Financial results reinforce the picture of a company in transition. HP surpassed revenue expectations in the fourth quarter and, according to Lores, finished 2025 with improving profitability between the first and second halves of the year. Yet its 2026 diluted non-GAAP EPS forecast of $2.90 to $3.20 fell short of the $3.32 analysts expected, suggesting that the short-term costs of restructuring and component inflation will outweigh the near-term benefits of AI efficiencies. The market reacted swiftly: shares fell more than 5% in after-hours trading and remain down over 25% year-to-date.
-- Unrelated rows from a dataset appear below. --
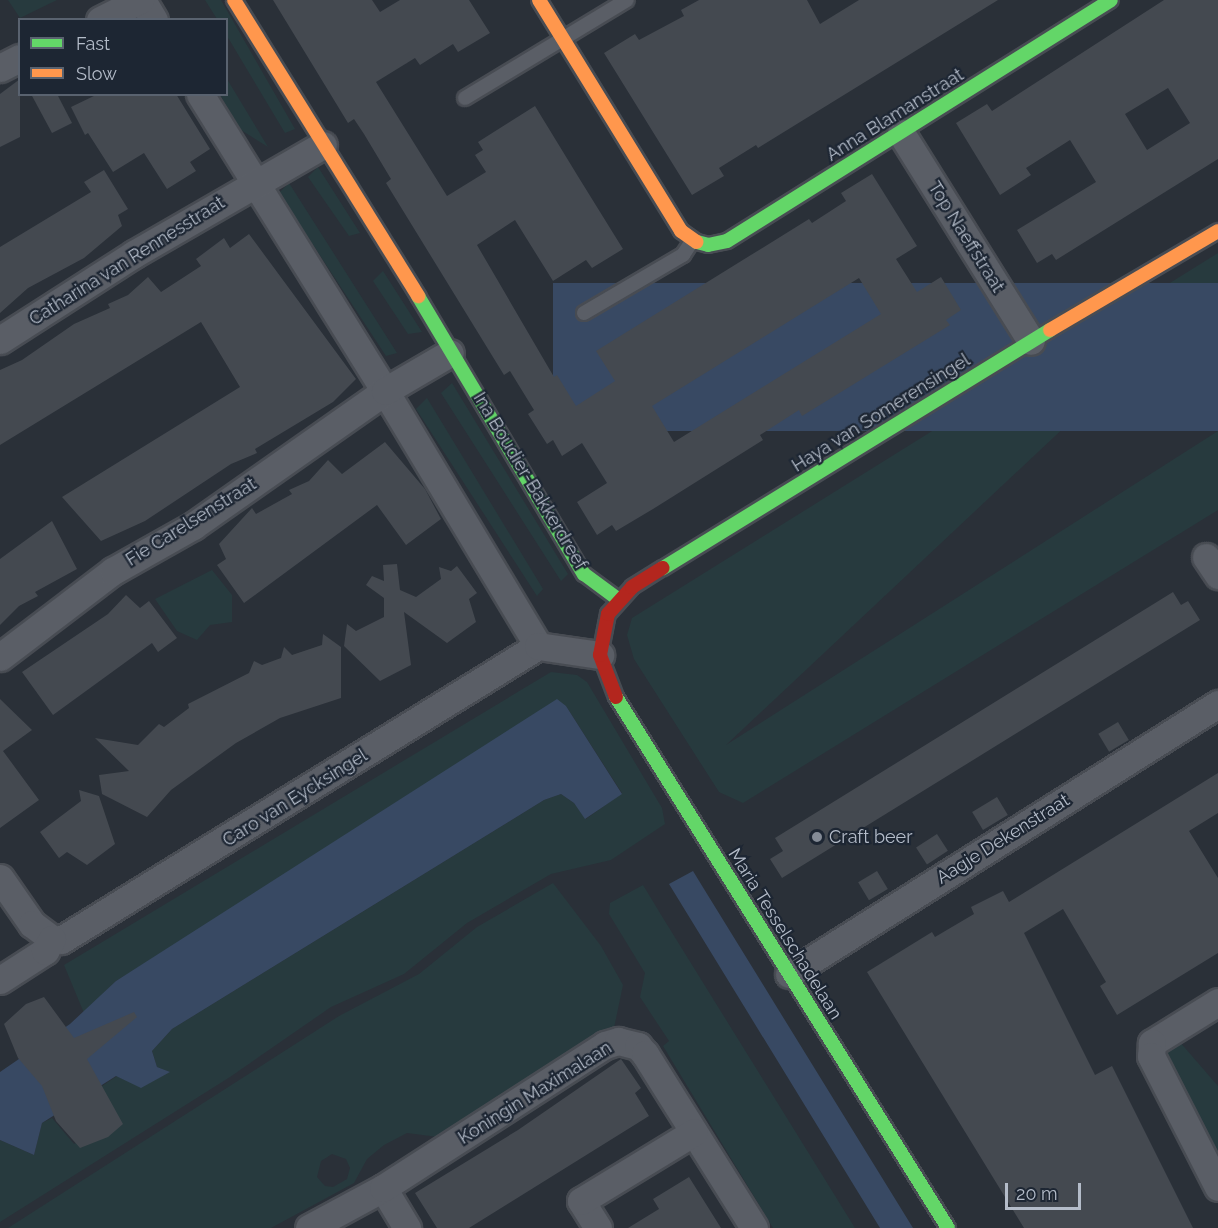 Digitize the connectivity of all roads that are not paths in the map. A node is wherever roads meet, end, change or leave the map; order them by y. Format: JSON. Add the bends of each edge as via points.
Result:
{"nodes":[{"id":1,"x":141,"y":0,"type":"edge"},
{"id":2,"x":234,"y":0,"type":"edge"},
{"id":3,"x":538,"y":0,"type":"edge"},
{"id":4,"x":627,"y":0,"type":"edge"},
{"id":5,"x":1111,"y":0,"type":"edge"},
{"id":6,"x":104,"y":18,"type":"edge"},
{"id":7,"x":153,"y":18,"type":"edge"},
{"id":8,"x":564,"y":40,"type":"junction"},
{"id":9,"x":18,"y":59,"type":"edge"},
{"id":10,"x":0,"y":68,"type":"edge"},
{"id":11,"x":201,"y":96,"type":"edge"},
{"id":12,"x":465,"y":98,"type":"dead end"},
{"id":13,"x":901,"y":133,"type":"junction"},
{"id":14,"x":323,"y":145,"type":"junction"},
{"id":15,"x":255,"y":183,"type":"junction"},
{"id":16,"x":1218,"y":231,"type":"edge"},
{"id":17,"x":693,"y":241,"type":"junction"},
{"id":18,"x":584,"y":313,"type":"dead end"},
{"id":19,"x":0,"y":340,"type":"edge"},
{"id":20,"x":1031,"y":341,"type":"junction"},
{"id":21,"x":450,"y":353,"type":"junction"},
{"id":22,"x":385,"y":391,"type":"junction"},
{"id":23,"x":619,"y":600,"type":"junction"},
{"id":24,"x":538,"y":646,"type":"junction"},
{"id":25,"x":600,"y":656,"type":"junction"},
{"id":26,"x":0,"y":657,"type":"edge"},
{"id":27,"x":1218,"y":704,"type":"edge"},
{"id":28,"x":0,"y":878,"type":"edge"},
{"id":29,"x":52,"y":939,"type":"junction"},
{"id":30,"x":789,"y":974,"type":"junction"},
{"id":31,"x":0,"y":980,"type":"edge"},
{"id":32,"x":1218,"y":1002,"type":"edge"},
{"id":33,"x":694,"y":1132,"type":"junction"},
{"id":34,"x":1218,"y":1187,"type":"edge"},
{"id":35,"x":383,"y":1188,"type":"junction"},
{"id":36,"x":309,"y":1228,"type":"edge"},
{"id":37,"x":407,"y":1228,"type":"edge"},
{"id":38,"x":598,"y":1228,"type":"edge"},
{"id":39,"x":754,"y":1228,"type":"edge"},
{"id":40,"x":948,"y":1228,"type":"edge"}],
"edges":[{"from":1,"to":6,"type":"street"},
{"from":1,"to":7,"type":"street"},
{"from":2,"to":14,"type":"street","name":"Ina Boudier-Bakkerdreef"},
{"from":3,"to":8,"type":"street"},
{"from":4,"to":8,"type":"lane"},
{"from":5,"to":13,"type":"street","name":"Anna Blamanstraat"},
{"from":8,"to":12,"type":"lane"},
{"from":8,"to":17,"type":"street","via":[[681,231]]},
{"from":9,"to":10,"type":"street"},
{"from":11,"to":15,"type":"street"},
{"from":13,"to":17,"type":"street","name":"Anna Blamanstraat","via":[[727,241],[708,245]]},
{"from":13,"to":20,"type":"street","name":"Top Naeffstraat"},
{"from":14,"to":15,"type":"street"},
{"from":14,"to":21,"type":"street","name":"Ina Boudier-Bakkerdreef"},
{"from":15,"to":19,"type":"street","name":"Catharina van Rennesstraat"},
{"from":15,"to":22,"type":"street"},
{"from":16,"to":20,"type":"street","name":"Haya van Somerensingel"},
{"from":17,"to":18,"type":"lane","via":[[683,255]]},
{"from":20,"to":23,"type":"street","name":"Haya van Somerensingel","via":[[632,587]]},
{"from":21,"to":22,"type":"street"},
{"from":21,"to":23,"type":"street","name":"Ina Boudier-Bakkerdreef","via":[[486,405],[584,574]]},
{"from":22,"to":24,"type":"street"},
{"from":22,"to":26,"type":"street","name":"Fie Carelsenstraat","via":[[192,526],[113,571]]},
{"from":23,"to":25,"type":"street","name":"Haya van Somerensingel","via":[[602,631]]},
{"from":24,"to":25,"type":"street"},
{"from":24,"to":29,"type":"street","name":"Caro van Eycksingel","via":[[78,933]]},
{"from":25,"to":30,"type":"street","name":"Maria Tesselschadelaan","via":[[616,697]]},
{"from":27,"to":30,"type":"street","name":"Aagje Dekenstraat"},
{"from":28,"to":29,"type":"street","via":[[32,924]]},
{"from":29,"to":31,"type":"street","via":[[45,951]]},
{"from":30,"to":40,"type":"street","name":"Maria Tesselschadelaan"},
{"from":32,"to":34,"type":"street","via":[[1152,1043],[1151,1056]]},
{"from":33,"to":35,"type":"street","name":"Koningin Maximalaan","via":[[645,1054],[638,1046],[618,1041],[605,1045]]},
{"from":33,"to":38,"type":"street","via":[[581,1201]]},
{"from":33,"to":39,"type":"street","name":"Koningin Maximalaan"},
{"from":35,"to":36,"type":"street","name":"Koningin Maximalaan"},
{"from":35,"to":37,"type":"street"}]}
The broader labor context is equally significant. The wave of AI-driven white-collar layoffs – already visible across Amazon, Workday and other major firms – is reshaping office-heavy corporate structures. HP’s announcement confirms the trajectory: automation is moving from factory floors into administrative, engineering and service layers that once felt insulated. As we frame it in YourDailyAnalysis, “AI has become both a technological tool and a managerial rationale for rethinking cost structures at their foundations.”
Paradoxically, HP sees AI not only as a cost lever but as a growth engine. Lores stated that HP aims to outperform the broader market in 2026, driven by the expansion of AI PCs and the integration of AI across product lines. Demand for these devices is growing, and the market appears poised for a renewal cycle – though one that will require substantial investment in memory, compute and supporting software.
Taking a step back, Your Daily Analysis sees HP at a moment where pressure and possibility meet. The company must tighten its cost structure or risk further margin erosion, yet it also possesses a real chance to remake itself into a leaner, more adaptive player built around AI-native processes and products. The outcome will hinge on three variables: whether HP can sustain strong AI PC sales amid rising competition, how effectively it executes workforce reductions without damaging core capabilities, and how quickly margins recover after restructuring.
If HP navigates this transition with discipline, it could emerge by the decade’s end as a more compact but more resilient competitor. If it stumbles, the AI transformation risks becoming another expensive experiment in corporate reinvention – one that reshuffles headcount without meaningfully enhancing long-term value for shareholders.